___ Data extracts ___

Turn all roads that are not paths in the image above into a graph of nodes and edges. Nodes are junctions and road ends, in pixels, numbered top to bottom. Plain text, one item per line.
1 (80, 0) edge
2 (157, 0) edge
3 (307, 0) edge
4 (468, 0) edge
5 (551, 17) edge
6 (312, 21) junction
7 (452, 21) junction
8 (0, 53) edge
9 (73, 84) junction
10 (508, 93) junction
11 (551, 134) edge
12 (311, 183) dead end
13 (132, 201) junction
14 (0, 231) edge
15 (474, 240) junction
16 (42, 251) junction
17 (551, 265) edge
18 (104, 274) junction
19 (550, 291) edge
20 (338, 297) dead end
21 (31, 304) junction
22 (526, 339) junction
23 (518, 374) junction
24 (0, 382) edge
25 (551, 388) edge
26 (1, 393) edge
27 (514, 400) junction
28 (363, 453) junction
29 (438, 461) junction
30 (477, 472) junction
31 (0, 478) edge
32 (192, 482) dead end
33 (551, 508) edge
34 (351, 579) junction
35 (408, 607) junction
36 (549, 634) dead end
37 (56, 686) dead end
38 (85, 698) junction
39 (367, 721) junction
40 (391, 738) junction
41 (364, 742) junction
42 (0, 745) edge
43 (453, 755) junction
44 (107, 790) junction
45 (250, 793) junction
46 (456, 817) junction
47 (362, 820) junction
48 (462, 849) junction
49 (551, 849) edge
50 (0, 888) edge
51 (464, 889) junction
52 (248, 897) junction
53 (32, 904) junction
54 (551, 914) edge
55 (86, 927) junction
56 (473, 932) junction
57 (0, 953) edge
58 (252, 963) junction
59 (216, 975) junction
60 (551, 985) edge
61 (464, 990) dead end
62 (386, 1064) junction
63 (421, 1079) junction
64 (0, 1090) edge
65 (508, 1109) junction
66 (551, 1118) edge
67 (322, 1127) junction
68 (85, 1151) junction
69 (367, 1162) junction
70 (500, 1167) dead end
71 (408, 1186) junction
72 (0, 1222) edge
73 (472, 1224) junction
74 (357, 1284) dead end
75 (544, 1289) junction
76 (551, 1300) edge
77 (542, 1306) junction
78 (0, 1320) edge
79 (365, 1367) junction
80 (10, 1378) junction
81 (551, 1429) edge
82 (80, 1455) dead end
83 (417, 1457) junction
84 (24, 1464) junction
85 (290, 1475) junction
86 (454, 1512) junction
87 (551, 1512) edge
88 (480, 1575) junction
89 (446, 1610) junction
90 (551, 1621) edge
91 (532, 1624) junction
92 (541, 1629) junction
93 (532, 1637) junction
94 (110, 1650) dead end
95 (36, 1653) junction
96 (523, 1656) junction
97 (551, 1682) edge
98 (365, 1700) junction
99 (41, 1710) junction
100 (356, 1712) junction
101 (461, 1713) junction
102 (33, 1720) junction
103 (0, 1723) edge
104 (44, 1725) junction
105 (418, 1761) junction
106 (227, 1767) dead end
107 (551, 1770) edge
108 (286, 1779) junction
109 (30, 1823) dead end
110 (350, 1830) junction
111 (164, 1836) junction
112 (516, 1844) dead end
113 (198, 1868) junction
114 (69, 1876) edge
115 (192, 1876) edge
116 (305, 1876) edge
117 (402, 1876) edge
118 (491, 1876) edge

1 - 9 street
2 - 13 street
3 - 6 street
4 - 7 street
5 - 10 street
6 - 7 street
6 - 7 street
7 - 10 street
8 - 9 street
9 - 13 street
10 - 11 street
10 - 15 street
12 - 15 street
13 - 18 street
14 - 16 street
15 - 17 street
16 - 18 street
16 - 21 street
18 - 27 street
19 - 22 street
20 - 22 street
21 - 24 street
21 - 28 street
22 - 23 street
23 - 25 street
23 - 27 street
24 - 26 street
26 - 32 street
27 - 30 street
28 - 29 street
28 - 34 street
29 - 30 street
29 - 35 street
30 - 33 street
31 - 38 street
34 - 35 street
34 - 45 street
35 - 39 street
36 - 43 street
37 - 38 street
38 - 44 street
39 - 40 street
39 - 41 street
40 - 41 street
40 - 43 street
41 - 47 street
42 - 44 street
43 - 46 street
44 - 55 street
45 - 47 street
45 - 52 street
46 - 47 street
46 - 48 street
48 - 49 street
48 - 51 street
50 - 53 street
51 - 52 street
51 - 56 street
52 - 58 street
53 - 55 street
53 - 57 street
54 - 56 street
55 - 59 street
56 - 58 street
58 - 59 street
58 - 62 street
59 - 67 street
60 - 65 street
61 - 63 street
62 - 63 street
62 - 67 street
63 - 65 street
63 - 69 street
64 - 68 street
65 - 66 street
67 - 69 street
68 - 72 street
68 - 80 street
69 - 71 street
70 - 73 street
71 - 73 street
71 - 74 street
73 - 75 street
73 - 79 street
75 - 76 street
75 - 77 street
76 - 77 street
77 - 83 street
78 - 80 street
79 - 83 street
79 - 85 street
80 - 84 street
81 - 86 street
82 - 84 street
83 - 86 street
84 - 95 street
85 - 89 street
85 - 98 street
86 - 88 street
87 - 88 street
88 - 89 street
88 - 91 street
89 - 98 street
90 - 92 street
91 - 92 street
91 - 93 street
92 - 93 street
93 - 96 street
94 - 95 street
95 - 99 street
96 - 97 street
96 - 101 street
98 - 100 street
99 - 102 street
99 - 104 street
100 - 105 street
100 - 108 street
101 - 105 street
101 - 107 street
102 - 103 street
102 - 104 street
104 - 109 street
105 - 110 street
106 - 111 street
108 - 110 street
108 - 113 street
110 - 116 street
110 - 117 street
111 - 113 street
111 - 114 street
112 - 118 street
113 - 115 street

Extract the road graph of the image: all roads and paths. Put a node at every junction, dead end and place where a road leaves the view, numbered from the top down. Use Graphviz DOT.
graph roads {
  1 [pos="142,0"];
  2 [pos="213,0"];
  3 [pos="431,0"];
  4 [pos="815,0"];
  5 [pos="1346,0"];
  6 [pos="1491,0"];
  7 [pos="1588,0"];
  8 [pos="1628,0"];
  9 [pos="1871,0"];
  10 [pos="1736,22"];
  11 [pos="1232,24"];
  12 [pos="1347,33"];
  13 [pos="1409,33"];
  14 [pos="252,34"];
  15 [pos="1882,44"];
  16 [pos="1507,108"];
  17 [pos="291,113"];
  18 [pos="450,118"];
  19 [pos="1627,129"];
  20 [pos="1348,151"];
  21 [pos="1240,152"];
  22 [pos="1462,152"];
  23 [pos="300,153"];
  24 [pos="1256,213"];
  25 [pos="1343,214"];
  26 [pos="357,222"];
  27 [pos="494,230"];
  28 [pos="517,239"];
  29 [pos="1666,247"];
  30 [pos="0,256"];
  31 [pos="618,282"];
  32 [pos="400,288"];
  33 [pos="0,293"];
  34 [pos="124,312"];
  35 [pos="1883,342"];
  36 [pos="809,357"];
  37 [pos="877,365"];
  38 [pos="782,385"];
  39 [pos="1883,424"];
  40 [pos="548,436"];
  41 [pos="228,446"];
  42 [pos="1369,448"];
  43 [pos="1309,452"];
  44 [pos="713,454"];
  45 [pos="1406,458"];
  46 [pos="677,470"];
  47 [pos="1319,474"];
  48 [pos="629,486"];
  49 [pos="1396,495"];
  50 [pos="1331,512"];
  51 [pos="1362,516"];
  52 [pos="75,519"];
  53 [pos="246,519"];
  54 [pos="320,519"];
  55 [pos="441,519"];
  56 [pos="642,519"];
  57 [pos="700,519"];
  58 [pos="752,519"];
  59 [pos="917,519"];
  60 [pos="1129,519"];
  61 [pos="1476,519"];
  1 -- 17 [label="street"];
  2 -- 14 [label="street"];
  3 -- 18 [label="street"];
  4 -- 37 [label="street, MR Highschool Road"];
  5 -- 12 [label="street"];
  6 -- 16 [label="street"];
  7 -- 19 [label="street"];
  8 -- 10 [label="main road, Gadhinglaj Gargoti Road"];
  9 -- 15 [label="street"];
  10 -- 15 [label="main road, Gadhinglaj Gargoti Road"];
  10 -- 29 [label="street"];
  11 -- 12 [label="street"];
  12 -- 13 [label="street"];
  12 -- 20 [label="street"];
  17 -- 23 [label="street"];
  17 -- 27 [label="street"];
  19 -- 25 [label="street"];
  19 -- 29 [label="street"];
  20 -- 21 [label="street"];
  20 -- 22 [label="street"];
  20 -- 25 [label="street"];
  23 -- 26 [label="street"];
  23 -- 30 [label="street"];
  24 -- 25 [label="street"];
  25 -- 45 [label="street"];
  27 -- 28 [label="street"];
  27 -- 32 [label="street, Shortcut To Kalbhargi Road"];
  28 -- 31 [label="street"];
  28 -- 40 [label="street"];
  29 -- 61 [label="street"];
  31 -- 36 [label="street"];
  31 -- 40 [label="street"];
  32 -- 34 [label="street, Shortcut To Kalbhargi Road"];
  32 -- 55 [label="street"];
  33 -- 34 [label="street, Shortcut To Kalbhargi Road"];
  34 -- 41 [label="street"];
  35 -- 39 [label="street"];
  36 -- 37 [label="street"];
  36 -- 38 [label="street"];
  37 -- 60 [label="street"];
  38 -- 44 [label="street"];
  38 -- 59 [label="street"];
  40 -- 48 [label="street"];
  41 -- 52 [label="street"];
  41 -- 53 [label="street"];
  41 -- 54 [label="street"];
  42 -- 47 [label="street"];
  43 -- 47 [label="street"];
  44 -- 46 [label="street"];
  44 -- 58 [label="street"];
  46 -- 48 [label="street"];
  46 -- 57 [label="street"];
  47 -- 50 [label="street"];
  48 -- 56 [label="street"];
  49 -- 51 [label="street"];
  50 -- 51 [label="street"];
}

___

Problem:
The answer consists of every line above in which the word "main" occurs.

Final answer:
  8 -- 10 [label="main road, Gadhinglaj Gargoti Road"];
  10 -- 15 [label="main road, Gadhinglaj Gargoti Road"];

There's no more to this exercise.